Повела его пить кофе, потом пошла позвонила Белецкому и говорю, что вот этот самый бомбоброс наш приехал, сидит у меня и пьет кофе.
– Как приехал, без позволения?
– Вот, обрадовался. Ему сказали, он приехал.
А он мне сказал перед этим, что протеже ваш не в Финляндии живет, он вам наврал, он живет в Москве под фальшивым именем, но мы его не трогаем, он нам пока не интересен. Так что они все про него знали. Я говорю:
– Видите, в чем дело, теперь если вы его арестуете, так тогда на меня такая навалится гора клеветы. Ради Бога, я сейчас его к вам привезу. Как хотите, так и действуйте.
Он хохочет и говорит:
– Это что ж, в пасть ко льву, значит?
– Там уж как хотите, на милость вашу привезу.
Сажусь, пишу прошение от имени Винниченко, что покорнейше прошу, больше политикой не занимаюсь… Прошу о выдаче мне документов на проживание легально в Москве и Петербурге. Написала, как следует. Приехали, нас провели в кабинет – длинный кабинет, в глубине сидит Белецкий, говорит по телефону, показывает нам жестом на два кресла перед столом. Я села как следует в кресло, Винниченко на кончик стула, скромно. Вообще вел себя очень робко, чтобы не сказать больше. Белецкий кончил говорить Белецкий по телефону, повернулся к нам:
– Вот ваше досье, у вас много очень неприятных историй в прошлом.
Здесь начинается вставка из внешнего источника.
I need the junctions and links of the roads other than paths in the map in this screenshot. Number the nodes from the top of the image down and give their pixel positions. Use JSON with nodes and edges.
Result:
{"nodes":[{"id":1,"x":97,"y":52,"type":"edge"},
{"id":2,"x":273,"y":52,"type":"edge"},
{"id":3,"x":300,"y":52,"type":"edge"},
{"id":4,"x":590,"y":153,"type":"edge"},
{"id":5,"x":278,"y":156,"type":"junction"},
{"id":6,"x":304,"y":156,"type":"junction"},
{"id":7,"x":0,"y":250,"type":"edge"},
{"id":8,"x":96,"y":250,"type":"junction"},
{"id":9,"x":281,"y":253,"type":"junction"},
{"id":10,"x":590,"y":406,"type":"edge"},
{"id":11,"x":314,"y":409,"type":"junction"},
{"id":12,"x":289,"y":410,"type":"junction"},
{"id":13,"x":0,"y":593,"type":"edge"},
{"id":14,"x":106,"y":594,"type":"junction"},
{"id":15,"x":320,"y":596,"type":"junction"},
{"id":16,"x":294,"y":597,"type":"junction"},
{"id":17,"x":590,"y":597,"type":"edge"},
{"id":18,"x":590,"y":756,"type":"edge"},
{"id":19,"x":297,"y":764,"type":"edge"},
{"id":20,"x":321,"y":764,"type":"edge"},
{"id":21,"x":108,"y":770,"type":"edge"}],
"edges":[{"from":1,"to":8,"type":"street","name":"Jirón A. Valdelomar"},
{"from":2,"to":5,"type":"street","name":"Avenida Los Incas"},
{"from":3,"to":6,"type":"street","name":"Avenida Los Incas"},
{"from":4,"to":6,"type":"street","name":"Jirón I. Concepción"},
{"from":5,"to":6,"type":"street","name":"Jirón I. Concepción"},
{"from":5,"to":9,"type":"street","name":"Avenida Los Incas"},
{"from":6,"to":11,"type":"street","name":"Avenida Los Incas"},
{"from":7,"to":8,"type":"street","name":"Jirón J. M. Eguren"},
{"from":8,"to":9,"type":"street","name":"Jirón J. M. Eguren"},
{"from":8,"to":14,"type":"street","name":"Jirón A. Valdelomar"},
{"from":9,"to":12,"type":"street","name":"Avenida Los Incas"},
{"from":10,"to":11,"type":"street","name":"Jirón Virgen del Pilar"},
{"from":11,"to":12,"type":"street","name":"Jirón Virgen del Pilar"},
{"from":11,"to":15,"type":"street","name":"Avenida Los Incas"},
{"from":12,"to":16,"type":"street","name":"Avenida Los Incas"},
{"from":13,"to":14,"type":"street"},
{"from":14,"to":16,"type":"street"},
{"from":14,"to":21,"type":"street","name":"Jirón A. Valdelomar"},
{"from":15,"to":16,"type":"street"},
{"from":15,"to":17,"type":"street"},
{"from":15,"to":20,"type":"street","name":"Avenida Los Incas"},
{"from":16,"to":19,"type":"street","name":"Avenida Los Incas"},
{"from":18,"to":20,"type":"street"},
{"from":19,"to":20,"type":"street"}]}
– Ваше высокопревосходительство, я литератор, я занимаюсь литературой, я политикой не занимаюсь больше и не буду заниматься никогда.
– Степан Петрович, я к вам его привела, я за него ответственна, если можете что-нибудь сделать – сделайте и простите нас, а если не можете, опять простите нас, и разрешите ему уехать туда, откуда он приехал, чтобы меня не ставить в глупое положение. Но если можете, сделайте, если вам не трудно. Вот вам прошение.
Он взял, просмотрел прошение и говорит:
– Ну что ж, у вас очень хороший ходатай адвокат.
Пишет: «Разрешаю. Белецкий». И дает ему. Тот взял и ничего не понимает. Белецкий говорит:
– Я вас надую, может быть, когда вы выйдете – арестую? Меня вы можете считать за кого угодно, даже за нечестного человека, но тут Катерина Николаевна, я бы не поставил ее в глупое положение. Так что вы можете быть совершенно спокойны, вы легализированы.
Я говорю:
– Благодарю вас, это так мило с вашей стороны. Прямо не знаю, как вас благодарить.
В это время телефон. Он говорит:
– Одну минуточку.
Берет телефон, и говорит:
– Я слушаю! Что? Ага, в Иркутск. Так, значит, я уже больше не товарищ министра? Так. Ну, слава богу. Ну, значит, до вечера.
Я замерла, думаю: «Боже мой, все насмарку, значит». Но он в это время мне говорит:
– Я был очень счастлив, что последнее дело, которое я подписал, как товарищ министра, было по вашему ходатайству.
По телефону его сместили?
Об этом давно говорили, но если бы я опоздала на полчаса, то пьеса Винниченко никогда бы не пошла. Мы вышли на подъезд, я говорю:
– Что же вы так не рады?
– Так ведь, видите, в чем дело, я не за полицейской властью, а я состою за прокурорским надзором. Так что не знаю, легализироваться я не смогу. А прокурорский надзор меня может притянуть.